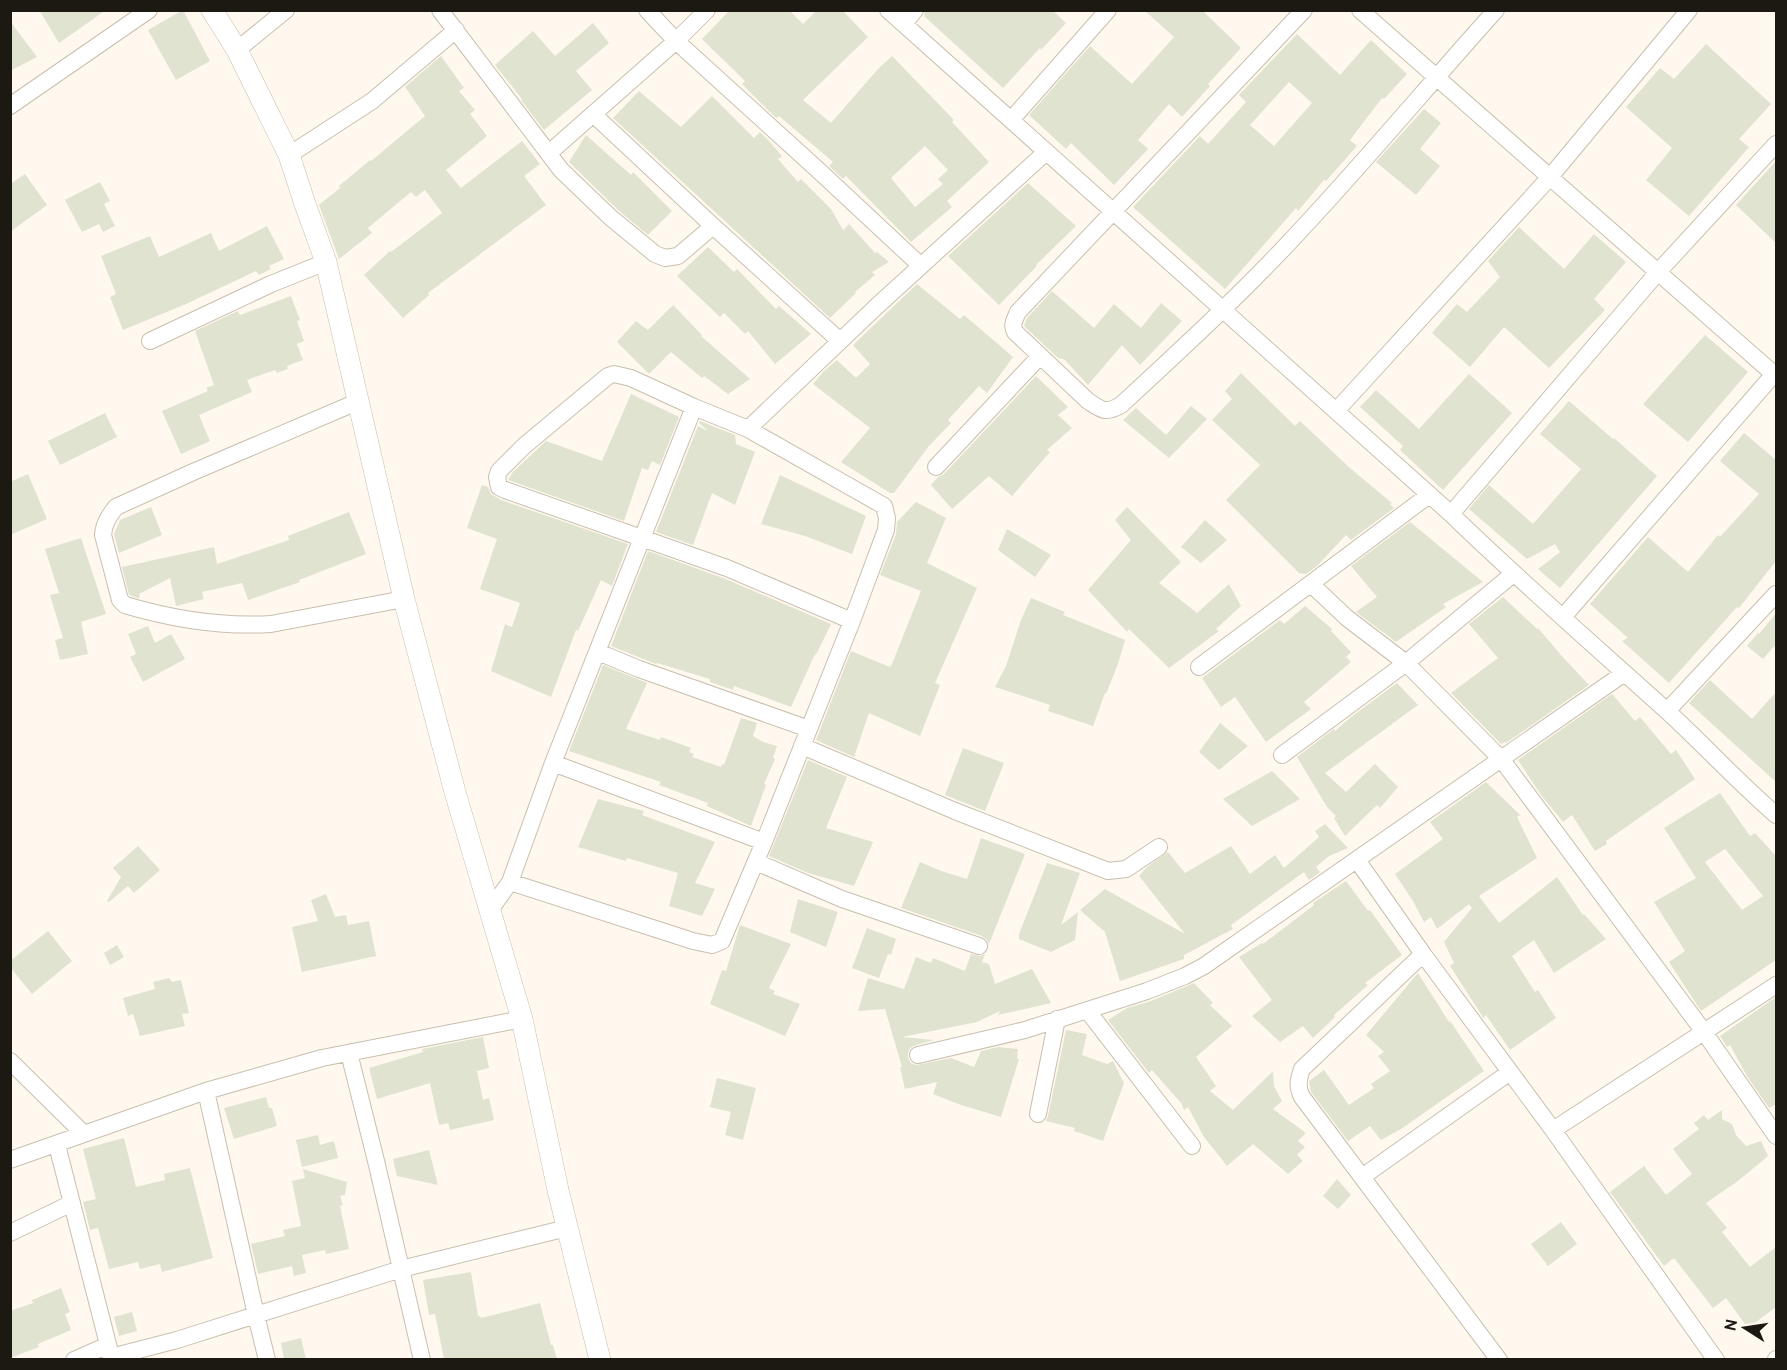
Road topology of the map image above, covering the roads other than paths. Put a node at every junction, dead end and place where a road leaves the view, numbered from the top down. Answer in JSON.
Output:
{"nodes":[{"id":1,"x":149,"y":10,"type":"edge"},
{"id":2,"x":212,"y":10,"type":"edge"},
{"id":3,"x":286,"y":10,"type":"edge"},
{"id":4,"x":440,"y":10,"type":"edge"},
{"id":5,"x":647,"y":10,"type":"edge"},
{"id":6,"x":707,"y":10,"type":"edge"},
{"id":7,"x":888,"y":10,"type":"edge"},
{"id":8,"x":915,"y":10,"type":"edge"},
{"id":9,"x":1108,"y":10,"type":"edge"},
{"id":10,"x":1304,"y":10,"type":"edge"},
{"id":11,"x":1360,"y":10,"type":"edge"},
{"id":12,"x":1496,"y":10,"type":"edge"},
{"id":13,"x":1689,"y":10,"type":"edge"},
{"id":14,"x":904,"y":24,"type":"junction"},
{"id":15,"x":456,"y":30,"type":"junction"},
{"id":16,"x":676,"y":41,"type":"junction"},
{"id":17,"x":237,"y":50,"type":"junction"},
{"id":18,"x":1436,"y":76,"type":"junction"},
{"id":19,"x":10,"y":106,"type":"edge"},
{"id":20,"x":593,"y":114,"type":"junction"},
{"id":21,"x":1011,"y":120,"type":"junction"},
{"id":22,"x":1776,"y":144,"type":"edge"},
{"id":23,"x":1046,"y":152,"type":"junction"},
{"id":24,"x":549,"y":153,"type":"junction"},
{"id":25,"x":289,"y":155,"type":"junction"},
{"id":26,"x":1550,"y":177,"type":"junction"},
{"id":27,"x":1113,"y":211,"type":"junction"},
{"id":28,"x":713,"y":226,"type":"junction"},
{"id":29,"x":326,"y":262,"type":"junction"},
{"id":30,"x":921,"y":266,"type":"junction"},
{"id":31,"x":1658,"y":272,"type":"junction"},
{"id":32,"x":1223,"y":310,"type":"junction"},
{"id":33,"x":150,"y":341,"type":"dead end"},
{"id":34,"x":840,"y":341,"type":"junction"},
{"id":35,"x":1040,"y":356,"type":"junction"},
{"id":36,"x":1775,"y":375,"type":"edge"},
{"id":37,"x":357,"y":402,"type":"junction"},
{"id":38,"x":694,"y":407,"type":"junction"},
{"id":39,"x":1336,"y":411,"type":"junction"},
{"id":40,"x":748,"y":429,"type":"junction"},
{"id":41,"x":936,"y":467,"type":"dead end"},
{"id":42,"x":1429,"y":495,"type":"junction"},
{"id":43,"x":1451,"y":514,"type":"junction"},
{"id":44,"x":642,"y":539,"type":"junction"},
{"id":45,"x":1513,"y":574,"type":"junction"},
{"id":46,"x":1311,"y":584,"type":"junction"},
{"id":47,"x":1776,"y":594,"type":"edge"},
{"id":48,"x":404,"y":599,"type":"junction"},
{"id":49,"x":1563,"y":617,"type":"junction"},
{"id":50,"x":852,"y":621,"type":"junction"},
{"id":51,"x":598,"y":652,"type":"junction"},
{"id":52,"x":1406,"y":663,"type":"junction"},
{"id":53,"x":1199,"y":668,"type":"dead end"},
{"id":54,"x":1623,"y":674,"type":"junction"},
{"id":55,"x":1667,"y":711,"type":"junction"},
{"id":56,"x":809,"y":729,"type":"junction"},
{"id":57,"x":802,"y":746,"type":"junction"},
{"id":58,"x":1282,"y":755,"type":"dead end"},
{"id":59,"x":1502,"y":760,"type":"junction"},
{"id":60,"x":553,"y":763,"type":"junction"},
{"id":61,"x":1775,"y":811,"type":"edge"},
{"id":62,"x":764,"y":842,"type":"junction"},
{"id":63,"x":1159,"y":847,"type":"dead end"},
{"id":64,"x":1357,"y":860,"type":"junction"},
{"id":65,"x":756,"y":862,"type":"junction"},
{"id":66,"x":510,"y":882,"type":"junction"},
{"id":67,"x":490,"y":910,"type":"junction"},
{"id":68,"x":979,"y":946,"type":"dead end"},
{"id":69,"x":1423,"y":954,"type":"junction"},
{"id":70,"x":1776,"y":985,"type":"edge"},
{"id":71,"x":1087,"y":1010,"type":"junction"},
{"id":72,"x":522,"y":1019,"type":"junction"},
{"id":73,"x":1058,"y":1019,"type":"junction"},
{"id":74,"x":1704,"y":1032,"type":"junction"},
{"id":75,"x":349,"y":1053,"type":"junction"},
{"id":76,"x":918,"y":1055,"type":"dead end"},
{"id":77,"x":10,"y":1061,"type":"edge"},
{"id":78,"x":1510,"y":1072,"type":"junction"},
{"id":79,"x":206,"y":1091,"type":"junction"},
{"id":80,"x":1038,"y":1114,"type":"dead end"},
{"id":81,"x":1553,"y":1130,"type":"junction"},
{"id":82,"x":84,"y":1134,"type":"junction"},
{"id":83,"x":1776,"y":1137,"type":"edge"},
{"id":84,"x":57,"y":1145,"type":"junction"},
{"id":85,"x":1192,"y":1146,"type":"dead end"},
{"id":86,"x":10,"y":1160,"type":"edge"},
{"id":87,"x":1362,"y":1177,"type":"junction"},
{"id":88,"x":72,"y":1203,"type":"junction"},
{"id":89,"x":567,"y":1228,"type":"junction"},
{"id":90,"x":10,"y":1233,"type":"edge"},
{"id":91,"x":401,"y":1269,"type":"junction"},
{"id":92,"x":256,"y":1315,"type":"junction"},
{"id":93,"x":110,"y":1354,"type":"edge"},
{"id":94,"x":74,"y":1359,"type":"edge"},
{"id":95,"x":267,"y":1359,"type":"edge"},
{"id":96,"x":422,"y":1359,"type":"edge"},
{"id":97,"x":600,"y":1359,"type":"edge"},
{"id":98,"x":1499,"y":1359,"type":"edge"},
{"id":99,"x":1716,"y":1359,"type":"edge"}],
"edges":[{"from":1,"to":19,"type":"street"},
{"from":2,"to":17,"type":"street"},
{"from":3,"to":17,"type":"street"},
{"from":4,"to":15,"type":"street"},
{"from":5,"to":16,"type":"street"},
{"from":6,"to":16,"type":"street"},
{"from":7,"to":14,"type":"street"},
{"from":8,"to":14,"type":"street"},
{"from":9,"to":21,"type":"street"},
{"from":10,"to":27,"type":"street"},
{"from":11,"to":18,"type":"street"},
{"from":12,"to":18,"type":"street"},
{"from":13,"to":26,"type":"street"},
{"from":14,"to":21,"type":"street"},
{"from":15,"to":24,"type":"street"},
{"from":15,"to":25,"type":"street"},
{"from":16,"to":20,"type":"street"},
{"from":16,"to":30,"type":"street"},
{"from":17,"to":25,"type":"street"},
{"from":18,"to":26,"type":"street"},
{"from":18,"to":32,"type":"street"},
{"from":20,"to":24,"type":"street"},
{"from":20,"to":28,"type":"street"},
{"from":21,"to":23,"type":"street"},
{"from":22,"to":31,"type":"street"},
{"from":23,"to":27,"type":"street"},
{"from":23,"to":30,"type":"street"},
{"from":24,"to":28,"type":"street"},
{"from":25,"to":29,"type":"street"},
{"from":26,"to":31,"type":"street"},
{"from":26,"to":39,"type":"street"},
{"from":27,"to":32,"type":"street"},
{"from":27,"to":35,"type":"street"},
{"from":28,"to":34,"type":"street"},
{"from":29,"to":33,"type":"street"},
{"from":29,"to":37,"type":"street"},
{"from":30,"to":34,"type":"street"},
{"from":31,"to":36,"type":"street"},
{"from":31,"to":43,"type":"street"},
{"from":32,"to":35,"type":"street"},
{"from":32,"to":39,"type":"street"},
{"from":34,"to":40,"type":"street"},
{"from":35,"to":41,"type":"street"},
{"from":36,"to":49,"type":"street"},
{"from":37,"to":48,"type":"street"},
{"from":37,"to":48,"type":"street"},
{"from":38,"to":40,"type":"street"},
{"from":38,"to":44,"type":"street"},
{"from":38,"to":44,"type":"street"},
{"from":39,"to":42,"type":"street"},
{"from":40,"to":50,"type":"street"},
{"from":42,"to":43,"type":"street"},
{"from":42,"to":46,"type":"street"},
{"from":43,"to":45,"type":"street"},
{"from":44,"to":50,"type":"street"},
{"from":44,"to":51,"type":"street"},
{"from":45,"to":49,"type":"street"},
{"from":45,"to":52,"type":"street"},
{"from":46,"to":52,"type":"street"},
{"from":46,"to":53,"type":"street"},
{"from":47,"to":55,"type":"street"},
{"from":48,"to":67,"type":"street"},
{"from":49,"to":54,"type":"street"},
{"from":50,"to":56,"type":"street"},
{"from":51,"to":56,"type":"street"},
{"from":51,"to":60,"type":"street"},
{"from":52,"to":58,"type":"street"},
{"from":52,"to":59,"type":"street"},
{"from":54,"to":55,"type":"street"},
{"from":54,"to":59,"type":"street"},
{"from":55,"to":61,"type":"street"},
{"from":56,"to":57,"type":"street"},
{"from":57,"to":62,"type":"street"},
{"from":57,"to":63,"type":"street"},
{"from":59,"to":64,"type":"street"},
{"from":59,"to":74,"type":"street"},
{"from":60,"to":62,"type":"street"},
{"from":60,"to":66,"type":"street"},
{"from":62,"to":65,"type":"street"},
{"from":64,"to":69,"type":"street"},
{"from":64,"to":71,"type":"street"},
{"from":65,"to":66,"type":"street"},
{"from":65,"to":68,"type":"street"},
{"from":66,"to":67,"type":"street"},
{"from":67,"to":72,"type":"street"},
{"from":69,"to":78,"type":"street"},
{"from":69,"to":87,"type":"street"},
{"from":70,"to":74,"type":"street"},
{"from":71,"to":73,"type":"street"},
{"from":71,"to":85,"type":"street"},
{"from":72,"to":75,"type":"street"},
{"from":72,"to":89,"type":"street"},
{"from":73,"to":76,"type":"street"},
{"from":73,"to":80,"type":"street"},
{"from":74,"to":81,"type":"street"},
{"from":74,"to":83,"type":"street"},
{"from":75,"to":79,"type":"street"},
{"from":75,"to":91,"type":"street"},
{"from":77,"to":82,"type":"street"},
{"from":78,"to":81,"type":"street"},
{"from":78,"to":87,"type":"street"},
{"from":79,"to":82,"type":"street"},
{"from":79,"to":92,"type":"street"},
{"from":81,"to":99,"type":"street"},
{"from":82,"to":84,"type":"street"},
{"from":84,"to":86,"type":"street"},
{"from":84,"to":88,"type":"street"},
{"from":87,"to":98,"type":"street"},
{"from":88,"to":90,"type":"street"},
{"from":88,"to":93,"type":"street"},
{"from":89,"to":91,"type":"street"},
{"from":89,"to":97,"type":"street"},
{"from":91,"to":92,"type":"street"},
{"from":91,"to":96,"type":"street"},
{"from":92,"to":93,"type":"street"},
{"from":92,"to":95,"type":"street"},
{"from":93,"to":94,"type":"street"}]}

(Description of the task): Your answer should consist of copies of the lines above that include the string "dead".

(Task solution):
Road topology of the map image above, covering the roads other than paths. Put a node at every junction, dead end and place where a road leaves the view, numbered from the top down. Answer in JSON.
{"id":33,"x":150,"y":341,"type":"dead end"},
{"id":41,"x":936,"y":467,"type":"dead end"},
{"id":53,"x":1199,"y":668,"type":"dead end"},
{"id":58,"x":1282,"y":755,"type":"dead end"},
{"id":63,"x":1159,"y":847,"type":"dead end"},
{"id":68,"x":979,"y":946,"type":"dead end"},
{"id":76,"x":918,"y":1055,"type":"dead end"},
{"id":80,"x":1038,"y":1114,"type":"dead end"},
{"id":85,"x":1192,"y":1146,"type":"dead end"},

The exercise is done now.